You Make Me Hate Me
I'm pretty sure I hate her- or at least some part of me does. But the part that loves her is stronger.
She makes me hate myself. No matter what I do, it's never good enough. She pushed me harder and harder to be my best, just to please her. I guess that's part of why I hate her. It's also a reason why I love her.
I fell so hard for her it hurt, but it felt good. I loved her so much it scared me. Scared me into thinking I was losing my edge, becoming soft. I was so stupid, thinking I needed to snap out of my lovesick faze. I felt I needed to push her around a bit-emotionally or course- to show her that I was in charge in our relationship. But I didn't just push her around. I broke her.
I thought it would be easy; kiss another girl, break up with Courtney, and only take her back when she was begging on her knees. It sounds so sick when I think of it now, playing with her heart to feel domination over us, over her. But I didn't get begging; I got hatred. Angry, depressing, consuming hatred. She didn't want anything to do with me anymore. And I guess I deserved that. Karma's a fucking ass sometimes.
"Crap, crap, crap-" Mumbling stopped my train of thought.
I saw her there, in front of me, struggling with a couple of trays of food. She looked as beautiful as when I first saw her. It hurt, to know I couldn't say that beauty loved me. I walked up to her and did something stupid.
I knocked the trays she was holding out of her hands.
"Hey!" she shouted, in that shrill voice she always used when she was mad.
I smirked, "Whoops."
She balled her hands into fists and her face turned red from rage. "What the hell!"
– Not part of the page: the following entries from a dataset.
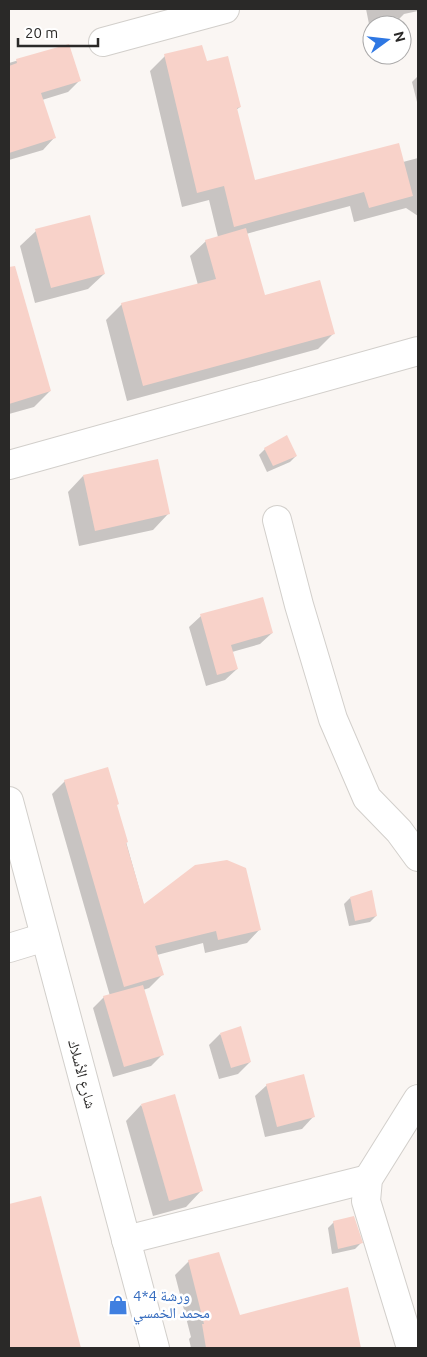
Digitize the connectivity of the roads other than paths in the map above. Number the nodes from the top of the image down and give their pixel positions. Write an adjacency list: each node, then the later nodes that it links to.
1 (222, 9): 2 (street)
2 (102, 42)
3 (418, 351): 4 (street)
4 (9, 465)
5 (277, 520): 7 (street)
6 (9, 801): 8 (street, شارع الأسلاك)
7 (418, 856)
8 (45, 937): 9 (street); 12 (street, شارع الأسلاك)
9 (9, 948)
10 (418, 1098): 11 (street)
11 (368, 1178): 12 (street); 14 (street)
12 (126, 1240): 13 (street, شارع الأسلاك)
13 (156, 1348)
14 (411, 1348)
"You should be more careful, Princess."
Courtney growled, and I saw a level of anger in her that I didn't recognize. "First, you break my heart and cost me my best friend. Now, you have the nerve to treat me like shit. Why the fuck are you doing this!"
There were a couple of answers to this question. I'm a complete bastard. My way of getting out my own self loathing is by taking it out on you. I can't let you or I move on because I'm still in love with you. But I could only answer with a weak, "Because it's fun."
She slapped me across the face, hard. "I hate you. I hate you so much." She was telling the truth, I could tell from her voice.
It's okay, I hate me too.
AN:
Me: This was lame. Uber lame. I was trying to be angsty. And that was a fail. BLAH XP BTW, it's set at the Playaday losers cafe.